Dataset entries>
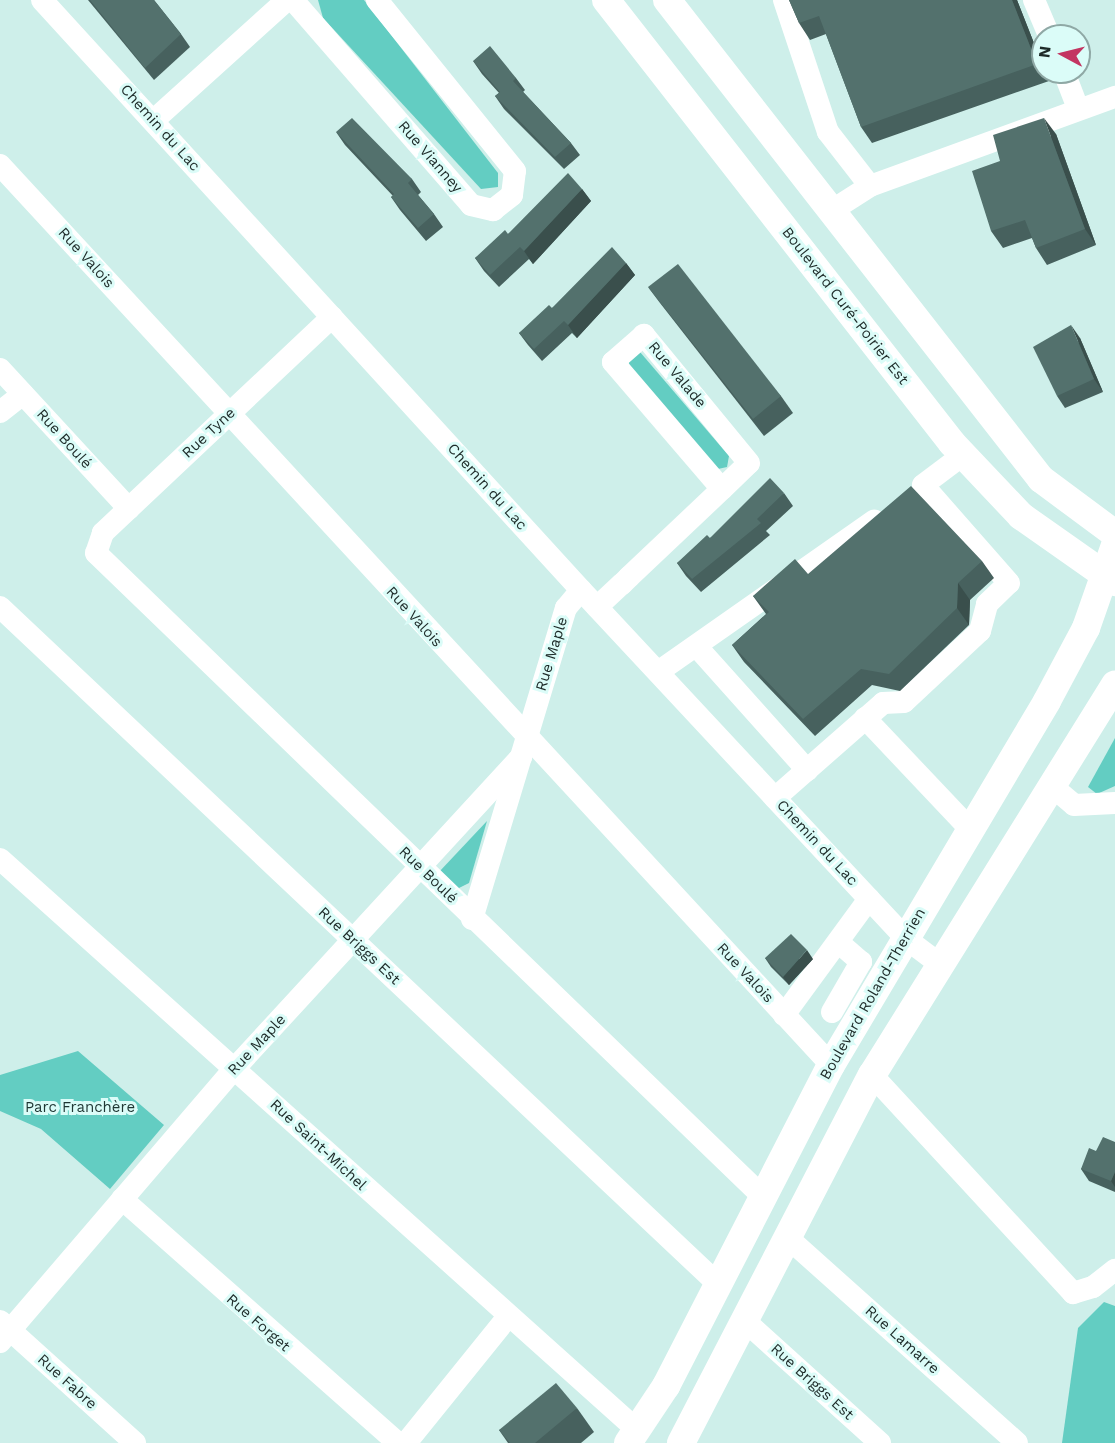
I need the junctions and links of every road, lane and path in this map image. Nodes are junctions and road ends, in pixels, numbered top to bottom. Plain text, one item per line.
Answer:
1 (42, 0) edge
2 (287, 0) edge
3 (293, 0) edge
4 (377, 0) edge
5 (606, 0) edge
6 (667, 0) edge
7 (784, 0) edge
8 (1034, 0) edge
9 (1044, 24) edge
10 (1069, 84) edge
11 (1115, 97) edge
12 (1078, 109) junction
13 (154, 120) junction
14 (0, 165) edge
15 (870, 186) junction
16 (831, 211) junction
17 (332, 317) junction
18 (0, 369) edge
19 (23, 394) junction
20 (0, 412) edge
21 (229, 415) junction
22 (963, 455) junction
23 (722, 489) junction
24 (907, 497) junction
25 (129, 509) junction
26 (1115, 534) edge
27 (1115, 545) edge
28 (96, 553) joint
29 (1111, 580) edge
30 (581, 590) junction
31 (597, 607) junction
32 (0, 608) edge
33 (698, 648) junction
34 (658, 672) junction
35 (1115, 684) edge
36 (865, 718) junction
37 (524, 749) junction
38 (807, 770) junction
39 (1054, 788) junction
40 (775, 798) junction
41 (1115, 803) edge
42 (970, 829) junction
43 (0, 859) edge
44 (421, 869) junction
45 (869, 899) junction
46 (472, 919) junction
47 (905, 938) junction
48 (354, 941) junction
49 (838, 942) junction
50 (940, 965) junction
51 (871, 972) junction
52 (802, 991) junction
53 (784, 1015) junction
54 (843, 1020) junction
55 (831, 1065) junction
56 (235, 1068) junction
57 (872, 1076) junction
58 (762, 1196) junction
59 (122, 1199) junction
60 (788, 1238) junction
61 (1115, 1270) edge
62 (718, 1285) junction
63 (507, 1318) junction
64 (745, 1321) junction
65 (3, 1331) edge
66 (633, 1436) edge
67 (135, 1443) edge
68 (398, 1443) edge
69 (406, 1443) edge
70 (681, 1443) edge
71 (880, 1443) edge
72 (1017, 1443) edge

1 - 13 street, Chemin du Lac
2 - 13 street
3 - 4 street, Rue Vianney
5 - 22 main road, Boulevard Curé-Poirier Est
6 - 16 main road
7 - 15 street
8 - 9 street
10 - 12 street
11 - 12 street
12 - 15 street
13 - 17 street, Chemin du Lac
14 - 21 street, Rue Valois
15 - 16 street
16 - 26 main road
17 - 21 street, Rue Tyne
17 - 30 street, Chemin du Lac
18 - 19 street, Rue Boulé
19 - 20 street
19 - 25 street, Rue Boulé
21 - 25 street, Rue Tyne
21 - 37 street, Rue Valois
22 - 24 street
22 - 29 main road, Boulevard Curé-Poirier Est
23 - 23 street, Rue Valade
23 - 31 street, Rue Valade
24 - 33 street
24 - 36 street
25 - 28 street, Rue Tyne
27 - 29 main road, Boulevard Roland-Therrien
28 - 44 street, Rue Boulé
29 - 42 main road, Boulevard Roland-Therrien
30 - 31 street, Chemin du Lac
30 - 37 street, Rue Maple
31 - 34 street, Chemin du Lac
32 - 48 street, Rue Briggs Est
33 - 34 street
33 - 38 street
34 - 40 street, Chemin du Lac
35 - 39 main road
36 - 38 street
36 - 42 street
37 - 44 street, Rue Maple
37 - 46 street, Rue Maple
37 - 53 street, Rue Valois
38 - 40 street
39 - 41 street
39 - 50 main road
40 - 45 street, Chemin du Lac
42 - 47 main road, Boulevard Roland-Therrien
43 - 56 street, Rue Saint-Michel
44 - 46 street, Rue Boulé
44 - 48 street, Rue Maple
45 - 47 street, Chemin du Lac
45 - 49 street
46 - 58 street, Rue Boulé
47 - 50 street, Chemin du Lac
47 - 51 main road, Boulevard Roland-Therrien
48 - 56 street, Rue Maple
48 - 62 street, Rue Briggs Est
49 - 51 street
49 - 52 street
50 - 57 main road
51 - 54 main road, Boulevard Roland-Therrien
52 - 53 street
52 - 54 street
53 - 55 street, Rue Valois
54 - 55 main road, Boulevard Roland-Therrien
55 - 58 main road, Boulevard Roland-Therrien
56 - 59 street, Rue Maple
56 - 63 street, Rue Saint-Michel
57 - 60 main road
57 - 61 street
58 - 62 main road, Boulevard Roland-Therrien
59 - 65 street, Rue Maple
59 - 68 street, Rue Forget
60 - 64 main road
60 - 72 street, Rue Lamarre
62 - 66 main road, Boulevard Roland-Therrien
63 - 66 street, Rue Saint-Michel
63 - 69 street
64 - 70 main road
64 - 71 street, Rue Briggs Est
65 - 67 street, Rue Fabre

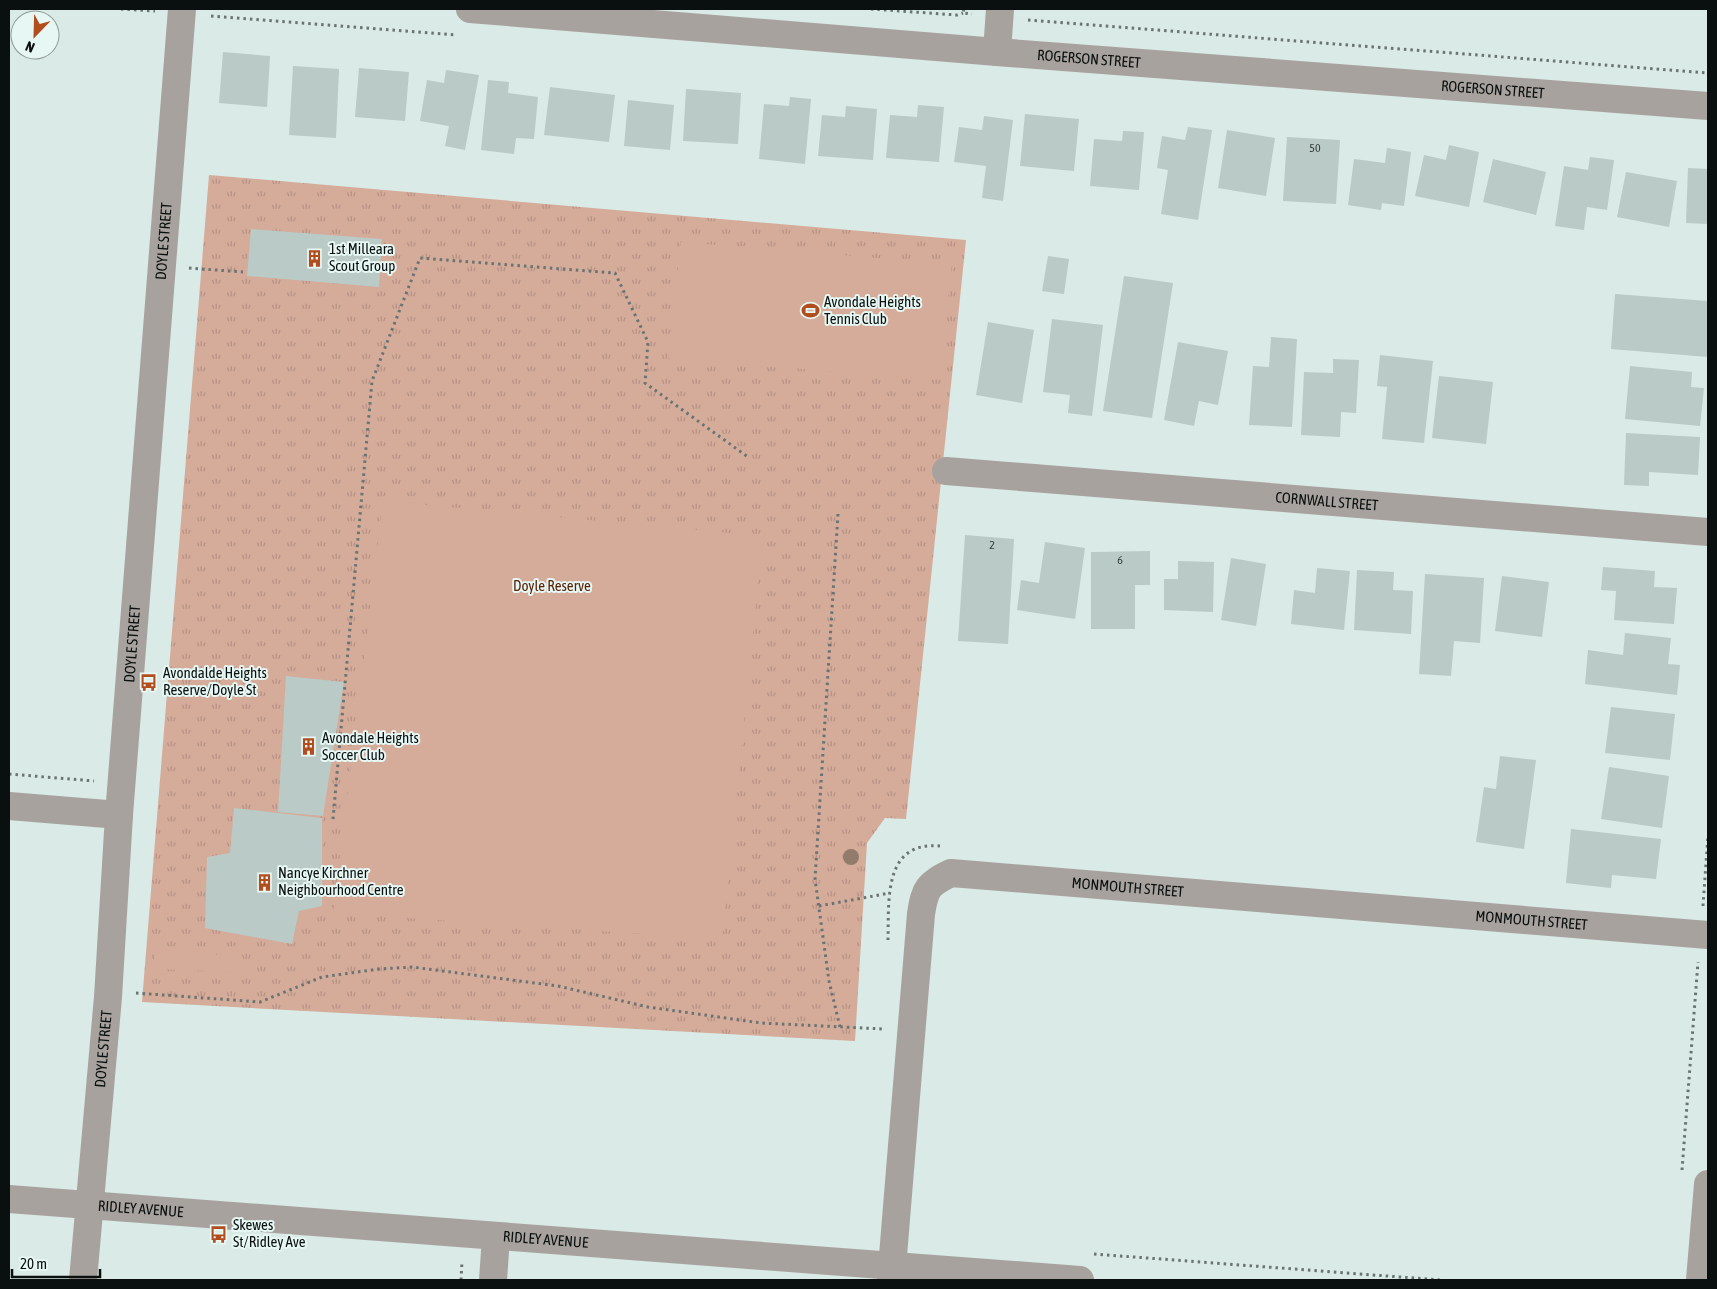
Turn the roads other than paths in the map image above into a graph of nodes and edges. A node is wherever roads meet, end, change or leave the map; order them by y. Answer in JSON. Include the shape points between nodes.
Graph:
{"nodes":[{"id":1,"x":182,"y":9,"type":"edge"},
{"id":2,"x":470,"y":9,"type":"edge"},
{"id":3,"x":1000,"y":9,"type":"edge"},
{"id":4,"x":996,"y":52,"type":"junction"},
{"id":5,"x":1708,"y":106,"type":"edge"},
{"id":6,"x":946,"y":471,"type":"dead end"},
{"id":7,"x":1708,"y":532,"type":"edge"},
{"id":8,"x":9,"y":806,"type":"edge"},
{"id":9,"x":119,"y":815,"type":"junction"},
{"id":10,"x":1704,"y":935,"type":"edge"},
{"id":11,"x":1708,"y":1184,"type":"edge"},
{"id":12,"x":9,"y":1199,"type":"edge"},
{"id":13,"x":90,"y":1205,"type":"junction"},
{"id":14,"x":496,"y":1237,"type":"junction"},
{"id":15,"x":891,"y":1272,"type":"edge"},
{"id":16,"x":83,"y":1280,"type":"edge"},
{"id":17,"x":493,"y":1280,"type":"edge"},
{"id":18,"x":1080,"y":1280,"type":"edge"},
{"id":19,"x":1700,"y":1280,"type":"edge"}],
"edges":[{"from":1,"to":9,"type":"street","name":"DOYLE STREET"},
{"from":2,"to":4,"type":"street","name":"ROGERSON STREET"},
{"from":3,"to":4,"type":"street"},
{"from":4,"to":5,"type":"street","name":"ROGERSON STREET"},
{"from":6,"to":7,"type":"street","name":"CORNWALL STREET"},
{"from":8,"to":9,"type":"street"},
{"from":9,"to":13,"type":"street","name":"DOYLE STREET","via":[[108,997]]},
{"from":10,"to":15,"type":"street","name":"MONMOUTH STREET","via":[[951,873],[932,882],[921,914]]},
{"from":11,"to":19,"type":"street"},
{"from":12,"to":13,"type":"street","name":"RIDLEY AVENUE"},
{"from":13,"to":14,"type":"street","name":"RIDLEY AVENUE"},
{"from":13,"to":16,"type":"street","name":"DOYLE STREET"},
{"from":14,"to":15,"type":"street","name":"RIDLEY AVENUE"},
{"from":14,"to":17,"type":"street"},
{"from":15,"to":18,"type":"street","name":"RIDLEY AVENUE"}]}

Action item> Repeat the records in full and exactly, leaving every picture out.

Response to the task>
I need the junctions and links of every road, lane and path in this map image. Nodes are junctions and road ends, in pixels, numbered top to bottom. Plain text, one item per line.
Answer:
1 (42, 0) edge
2 (287, 0) edge
3 (293, 0) edge
4 (377, 0) edge
5 (606, 0) edge
6 (667, 0) edge
7 (784, 0) edge
8 (1034, 0) edge
9 (1044, 24) edge
10 (1069, 84) edge
11 (1115, 97) edge
12 (1078, 109) junction
13 (154, 120) junction
14 (0, 165) edge
15 (870, 186) junction
16 (831, 211) junction
17 (332, 317) junction
18 (0, 369) edge
19 (23, 394) junction
20 (0, 412) edge
21 (229, 415) junction
22 (963, 455) junction
23 (722, 489) junction
24 (907, 497) junction
25 (129, 509) junction
26 (1115, 534) edge
27 (1115, 545) edge
28 (96, 553) joint
29 (1111, 580) edge
30 (581, 590) junction
31 (597, 607) junction
32 (0, 608) edge
33 (698, 648) junction
34 (658, 672) junction
35 (1115, 684) edge
36 (865, 718) junction
37 (524, 749) junction
38 (807, 770) junction
39 (1054, 788) junction
40 (775, 798) junction
41 (1115, 803) edge
42 (970, 829) junction
43 (0, 859) edge
44 (421, 869) junction
45 (869, 899) junction
46 (472, 919) junction
47 (905, 938) junction
48 (354, 941) junction
49 (838, 942) junction
50 (940, 965) junction
51 (871, 972) junction
52 (802, 991) junction
53 (784, 1015) junction
54 (843, 1020) junction
55 (831, 1065) junction
56 (235, 1068) junction
57 (872, 1076) junction
58 (762, 1196) junction
59 (122, 1199) junction
60 (788, 1238) junction
61 (1115, 1270) edge
62 (718, 1285) junction
63 (507, 1318) junction
64 (745, 1321) junction
65 (3, 1331) edge
66 (633, 1436) edge
67 (135, 1443) edge
68 (398, 1443) edge
69 (406, 1443) edge
70 (681, 1443) edge
71 (880, 1443) edge
72 (1017, 1443) edge

1 - 13 street, Chemin du Lac
2 - 13 street
3 - 4 street, Rue Vianney
5 - 22 main road, Boulevard Curé-Poirier Est
6 - 16 main road
7 - 15 street
8 - 9 street
10 - 12 street
11 - 12 street
12 - 15 street
13 - 17 street, Chemin du Lac
14 - 21 street, Rue Valois
15 - 16 street
16 - 26 main road
17 - 21 street, Rue Tyne
17 - 30 street, Chemin du Lac
18 - 19 street, Rue Boulé
19 - 20 street
19 - 25 street, Rue Boulé
21 - 25 street, Rue Tyne
21 - 37 street, Rue Valois
22 - 24 street
22 - 29 main road, Boulevard Curé-Poirier Est
23 - 23 street, Rue Valade
23 - 31 street, Rue Valade
24 - 33 street
24 - 36 street
25 - 28 street, Rue Tyne
27 - 29 main road, Boulevard Roland-Therrien
28 - 44 street, Rue Boulé
29 - 42 main road, Boulevard Roland-Therrien
30 - 31 street, Chemin du Lac
30 - 37 street, Rue Maple
31 - 34 street, Chemin du Lac
32 - 48 street, Rue Briggs Est
33 - 34 street
33 - 38 street
34 - 40 street, Chemin du Lac
35 - 39 main road
36 - 38 street
36 - 42 street
37 - 44 street, Rue Maple
37 - 46 street, Rue Maple
37 - 53 street, Rue Valois
38 - 40 street
39 - 41 street
39 - 50 main road
40 - 45 street, Chemin du Lac
42 - 47 main road, Boulevard Roland-Therrien
43 - 56 street, Rue Saint-Michel
44 - 46 street, Rue Boulé
44 - 48 street, Rue Maple
45 - 47 street, Chemin du Lac
45 - 49 street
46 - 58 street, Rue Boulé
47 - 50 street, Chemin du Lac
47 - 51 main road, Boulevard Roland-Therrien
48 - 56 street, Rue Maple
48 - 62 street, Rue Briggs Est
49 - 51 street
49 - 52 street
50 - 57 main road
51 - 54 main road, Boulevard Roland-Therrien
52 - 53 street
52 - 54 street
53 - 55 street, Rue Valois
54 - 55 main road, Boulevard Roland-Therrien
55 - 58 main road, Boulevard Roland-Therrien
56 - 59 street, Rue Maple
56 - 63 street, Rue Saint-Michel
57 - 60 main road
57 - 61 street
58 - 62 main road, Boulevard Roland-Therrien
59 - 65 street, Rue Maple
59 - 68 street, Rue Forget
60 - 64 main road
60 - 72 street, Rue Lamarre
62 - 66 main road, Boulevard Roland-Therrien
63 - 66 street, Rue Saint-Michel
63 - 69 street
64 - 70 main road
64 - 71 street, Rue Briggs Est
65 - 67 street, Rue Fabre

Turn the roads other than paths in the map image above into a graph of nodes and edges. A node is wherever roads meet, end, change or leave the map; order them by y. Answer in JSON. Include the shape points between nodes.
Graph:
{"nodes":[{"id":1,"x":182,"y":9,"type":"edge"},
{"id":2,"x":470,"y":9,"type":"edge"},
{"id":3,"x":1000,"y":9,"type":"edge"},
{"id":4,"x":996,"y":52,"type":"junction"},
{"id":5,"x":1708,"y":106,"type":"edge"},
{"id":6,"x":946,"y":471,"type":"dead end"},
{"id":7,"x":1708,"y":532,"type":"edge"},
{"id":8,"x":9,"y":806,"type":"edge"},
{"id":9,"x":119,"y":815,"type":"junction"},
{"id":10,"x":1704,"y":935,"type":"edge"},
{"id":11,"x":1708,"y":1184,"type":"edge"},
{"id":12,"x":9,"y":1199,"type":"edge"},
{"id":13,"x":90,"y":1205,"type":"junction"},
{"id":14,"x":496,"y":1237,"type":"junction"},
{"id":15,"x":891,"y":1272,"type":"edge"},
{"id":16,"x":83,"y":1280,"type":"edge"},
{"id":17,"x":493,"y":1280,"type":"edge"},
{"id":18,"x":1080,"y":1280,"type":"edge"},
{"id":19,"x":1700,"y":1280,"type":"edge"}],
"edges":[{"from":1,"to":9,"type":"street","name":"DOYLE STREET"},
{"from":2,"to":4,"type":"street","name":"ROGERSON STREET"},
{"from":3,"to":4,"type":"street"},
{"from":4,"to":5,"type":"street","name":"ROGERSON STREET"},
{"from":6,"to":7,"type":"street","name":"CORNWALL STREET"},
{"from":8,"to":9,"type":"street"},
{"from":9,"to":13,"type":"street","name":"DOYLE STREET","via":[[108,997]]},
{"from":10,"to":15,"type":"street","name":"MONMOUTH STREET","via":[[951,873],[932,882],[921,914]]},
{"from":11,"to":19,"type":"street"},
{"from":12,"to":13,"type":"street","name":"RIDLEY AVENUE"},
{"from":13,"to":14,"type":"street","name":"RIDLEY AVENUE"},
{"from":13,"to":16,"type":"street","name":"DOYLE STREET"},
{"from":14,"to":15,"type":"street","name":"RIDLEY AVENUE"},
{"from":14,"to":17,"type":"street"},
{"from":15,"to":18,"type":"street","name":"RIDLEY AVENUE"}]}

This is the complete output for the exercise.